On Friday night, news of the death of legendary country music singer, Don Williams spread to our part of the world. He was said to have passed on after “a short illness”.
All the major news sites that reported his death had a common denominator in the first few lines of their articles. Rolling Stone wrote, “whose imposing height and warm, reassuring voice earned him the nickname “Gentle Giant,”, for Variety, “Williams’ unassuming and famously gentlemanly manner was quiet enough” while Guardian UK used the words, “easygoing temperament”.
These descriptions all signaled one thing: Don Williams’ fame was founded not only on his music but on the quality of his personality. His “calm demeanor” was a major determinant of his lifestyle and work style, fame regardless. According to Guardian, “He toured sparingly, did few media interviews and spent much of his time on his farm west of Nashville.”
Williams was literally born to do music. Although born in 1939 in the rural community of Floydada in Texas, he was raised in Portland, Texas where he learnt to play the guitar from his mother. He won his first talent contest at age 3 and spent his teenage years playing music with friends. He formed his first real band with Lofton Cline and Susan Taylor, the trio were called Pozo-Seco singers.
His solo career kicked off when he moved to Nashville, Texas where he met “Cowboy” Jack Clement who signed him on as a songwriter.

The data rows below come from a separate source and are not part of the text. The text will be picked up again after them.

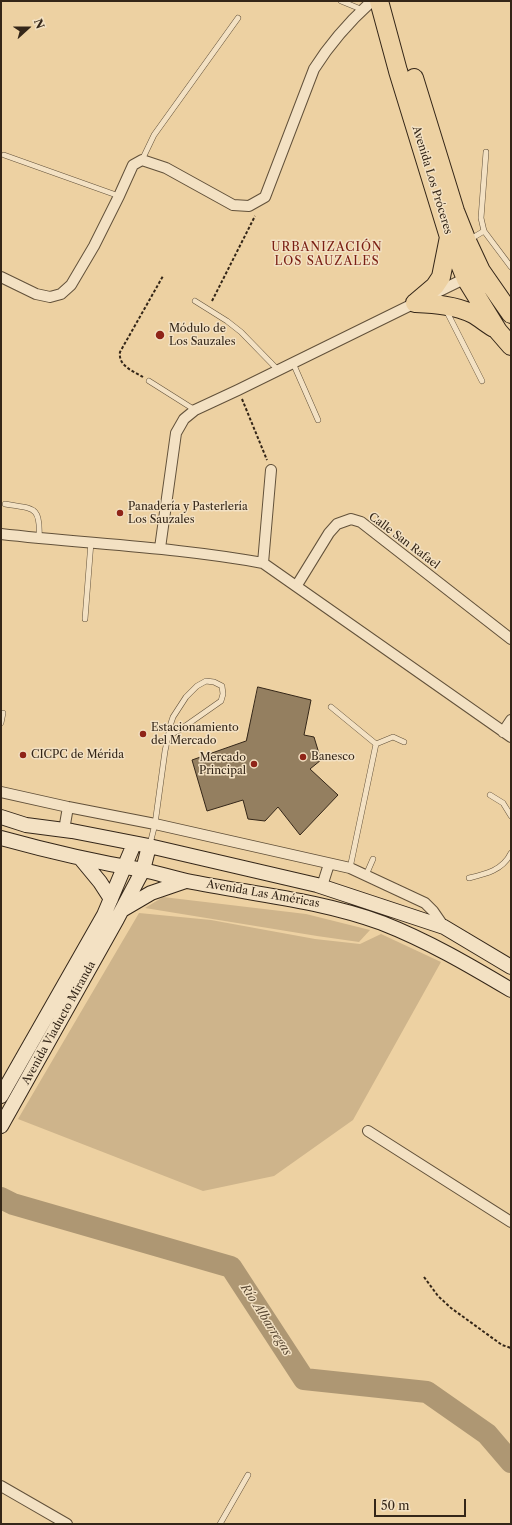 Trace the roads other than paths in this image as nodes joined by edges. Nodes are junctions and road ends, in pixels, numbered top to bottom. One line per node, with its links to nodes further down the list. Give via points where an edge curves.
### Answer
1 (341, 1): 5 (lane)
2 (372, 1): 5 (street)
3 (379, 1): 12 (highway, Avenida Los Próceres)
4 (390, 1): 13 (highway, Avenida Los Próceres)
5 (363, 10): 9 (street, via 322,56 314,69 265,197 249,206 233,206 166,168)
6 (238, 18): 9 (lane, via 154,135)
7 (486, 152): 11 (lane, via 481,218)
8 (4, 154): 10 (lane)
9 (142, 160): 10 (street, via 133,164)
10 (119, 196): 16 (street, via 71,285 61,294 50,297 36,294)
11 (484, 231): 13 (lane); 14 (lane)
12 (449, 237): 15 (highway, Avenida Los Próceres); 18 (highway, via 441,277 435,286)
13 (467, 242): 15 (highway, Avenida Los Próceres)
14 (511, 267)
15 (473, 275): 18 (street); 20 (highway, Avenida Los Próceres); 21 (highway, Avenida Los Próceres)
16 (1, 277)
17 (195, 301): 24 (lane, via 227,320)
18 (414, 303): 19 (highway); 23 (street)
19 (444, 305): 21 (highway, via 473,315); 26 (lane)
20 (511, 314)
21 (498, 331): 22 (highway, Avenida Los Próceres)
22 (511, 346)
23 (293, 363): 24 (street); 28 (lane)
24 (278, 370): 27 (street)
25 (149, 381): 27 (lane)
26 (482, 381)
27 (195, 410): 34 (street, via 184,419 176,433)
28 (318, 420)
29 (271, 470): 35 (street)
30 (5, 504): 32 (lane, via 31,508 38,514)
31 (1, 534): 32 (street)
32 (39, 538): 33 (street)
33 (91, 542): 34 (street); 37 (lane)
34 (160, 548): 35 (street)
35 (263, 562): 36 (street)
36 (296, 585): 38 (street, Calle San Rafael, via 329,533 337,524 351,519 361,522); 43 (street)
37 (85, 619)
38 (511, 639)
39 (331, 708): 46 (lane)
40 (4, 713): 42 (lane)
41 (511, 720): 43 (street)
42 (1, 723)
43 (507, 734)
44 (168, 736): 44 (lane, via 221,701 222,686 214,682 197,686 177,709); 52 (lane, via 158,790)
45 (404, 742): 46 (lane, via 393,738)
46 (376, 744): 62 (lane)
47 (1, 792): 49 (street)
48 (490, 795): 50 (lane, via 503,803)
49 (68, 807): 52 (street); 53 (street)
50 (511, 816)
51 (1, 817): 53 (street, Avenida Las Américas, via 26,825)
52 (155, 824): 56 (lane); 60 (street)
53 (64, 830): 55 (street, Avenida Las Américas)
54 (1, 838): 58 (street, Avenida Las Américas)
55 (134, 844): 56 (street, Avenida Las Américas); 61 (street)
56 (149, 846): 63 (street); 67 (street, Avenida Las Américas)
57 (511, 852): 65 (lane, via 502,866 488,874)
58 (81, 859): 61 (street, Avenida Las Américas); 68 (street)
59 (373, 859): 64 (lane)
60 (330, 864): 62 (street); 67 (street)
61 (125, 868): 63 (street, Avenida Las Américas); 68 (street)
62 (350, 868): 64 (street)
63 (143, 870): 66 (street, Avenida Las Américas); 69 (street)
64 (366, 875): 70 (street, via 425,903)
65 (469, 878)
66 (186, 880): 69 (street, via 151,893); 72 (street, Avenida Las Américas, via 315,903 382,923 450,954)
67 (322, 886): 70 (street, Avenida Las Américas)
68 (111, 899): 69 (street)
69 (114, 915): 73 (street, Avenida Viaducto Miranda); 74 (street, Avenida Viaducto Miranda)
70 (444, 928): 71 (street, Avenida Las Américas)
71 (511, 967)
72 (511, 990)
73 (1, 1096)
74 (1, 1126)
75 (368, 1132): 76 (street)
76 (511, 1222)
77 (248, 1475): 80 (lane)
78 (1, 1486): 79 (street)
79 (67, 1524)
80 (220, 1524)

It wasn’t until 1974 before he began to top charts with the single, “I Wouldn’t Want to Live If You Didn’t Love Me” and four years later, he went on to win the Country Music Association award for Male Vocalist of the Year.
The “Gentle Giant” took country music beyond Texas and America and was one of the biggest exports of his time gaining following in Ireland, the United Kingdom and even Africa. 35 albums after, he was inducted into the Country Music Hall of Fame in 2010 but was unable to attend the ceremony due to bronchitis. He however continued to tour but drew the curtains on his career in 2016 with the release of a Live CD/DVD.
In May 2017, a tribute album Gentle Giants: The Songs of Don Williams was released in his honour. CEO of Country Music Hall of Fame and Museum, Kyle Young said of Williams, “His music will forever be a balm in troublesome times”.
He was 78.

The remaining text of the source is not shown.